Before anyone who actually knows about this stuff criticizes me, an activation doesn't confirm a train will run, but it's close enough for my current purposes. My final query will exclude cancellations and stuff but I'm just trying to get the basics down first.
In order to generate some result for every possible minute, I would not rely on the fact that every possible minute is a value in some table in the database. For this reason I would actually create a "static" table in the database which would only store those timestamps, and we would construct a query starting from there. I have done the following:
CREATE TABLE "static_time" (
"yyyymmddhhmm" datetime NOT NULL,
PRIMARY KEY ("yyyymmddhhmm")
);
NOTE: for all the tests I used sqlite database, so you might need to change in some places to use corresponsing mysql constructs.

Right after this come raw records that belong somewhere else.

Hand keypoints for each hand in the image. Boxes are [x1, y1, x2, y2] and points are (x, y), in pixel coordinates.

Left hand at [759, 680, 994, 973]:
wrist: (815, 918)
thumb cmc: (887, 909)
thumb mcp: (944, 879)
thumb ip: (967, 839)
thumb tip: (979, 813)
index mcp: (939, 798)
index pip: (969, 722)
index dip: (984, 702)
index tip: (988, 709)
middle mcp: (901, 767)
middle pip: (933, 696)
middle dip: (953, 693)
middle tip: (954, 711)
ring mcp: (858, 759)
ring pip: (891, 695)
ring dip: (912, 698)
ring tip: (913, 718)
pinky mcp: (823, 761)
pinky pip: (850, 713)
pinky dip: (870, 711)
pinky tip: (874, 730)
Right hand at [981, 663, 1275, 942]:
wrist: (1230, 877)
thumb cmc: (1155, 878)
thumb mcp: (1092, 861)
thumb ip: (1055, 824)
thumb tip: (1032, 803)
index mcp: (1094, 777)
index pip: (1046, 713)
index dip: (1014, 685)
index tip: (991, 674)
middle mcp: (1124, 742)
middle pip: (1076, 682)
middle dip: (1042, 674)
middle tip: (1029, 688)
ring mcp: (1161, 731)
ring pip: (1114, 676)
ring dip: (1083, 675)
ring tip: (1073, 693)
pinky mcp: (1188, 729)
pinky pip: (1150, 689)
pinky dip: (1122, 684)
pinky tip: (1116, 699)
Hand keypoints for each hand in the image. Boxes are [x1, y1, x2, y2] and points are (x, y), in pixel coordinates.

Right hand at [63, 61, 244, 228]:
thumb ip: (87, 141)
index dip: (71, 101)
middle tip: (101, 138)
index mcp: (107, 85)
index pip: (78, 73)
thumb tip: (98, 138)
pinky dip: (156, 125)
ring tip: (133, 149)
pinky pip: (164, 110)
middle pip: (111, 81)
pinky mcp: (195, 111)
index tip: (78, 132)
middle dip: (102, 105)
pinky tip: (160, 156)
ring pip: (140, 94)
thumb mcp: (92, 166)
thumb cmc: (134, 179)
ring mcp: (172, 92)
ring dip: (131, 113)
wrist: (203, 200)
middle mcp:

I also added all the data for the period of 2 days for testing. You should probably do the same for period from when you want to run the first analysis to some big year in the future (for example: 2050-12-31T23:59:00). I did this using sqlalchemy, but i am sure it would make sense to do this directly using some function or a loop:
class StaticTime(Base):
__tablename__ = 'static_time'
__table_args__ = ({'autoload': True, },)
# ...
def populate_static_time():
print "Adding static times"
sdt = datetime(2014, 1, 1)
edt = sdt + timedelta(days=2)
cdt = sdt
while cdt <= edt:
session.add(StaticTime(yyyymmddhhmm = cdt))
cdt += timedelta(minutes=1)
session.commit()
populate_static_time()
Further I assumed your SA model including defined relationships as per below:
# MODEL
class Schedule(Base):
__tablename__ = 'schedules'
__table_args__ = ({'autoload': True, },)
class Calling(Base):
__tablename__ = 'calling'
__table_args__ = ({'autoload': True, },)
class Activation(Base):
__tablename__ = 'activations'
__table_args__ = ({'autoload': True, },)
# relationships:
schedule = relationship("Schedule")
class Movement(Base):
__tablename__ = 'movement'
__table_args__ = ({'autoload': True, },)
# relationships:
# #note: use activation_rel as activation is column name
activation_rel = relationship("Activation", backref="movements")
Now, lets build the query:
# 0. start with all times and proper counting (columns in SELECT)
q = session.query(
StaticTime.yyyymmddhhmm.label("yyyymmddhhmm"),
func.count(Activation.id.distinct()).label("count"),
)
# 1. join on the trains which are active (or finished, which will be excluded later)
q = q.filter(Activation.movements.any(Movement.actual < StaticTime.yyyymmddhhmm))
# 2. join on the trains which are not finished (or no rows for those that did not)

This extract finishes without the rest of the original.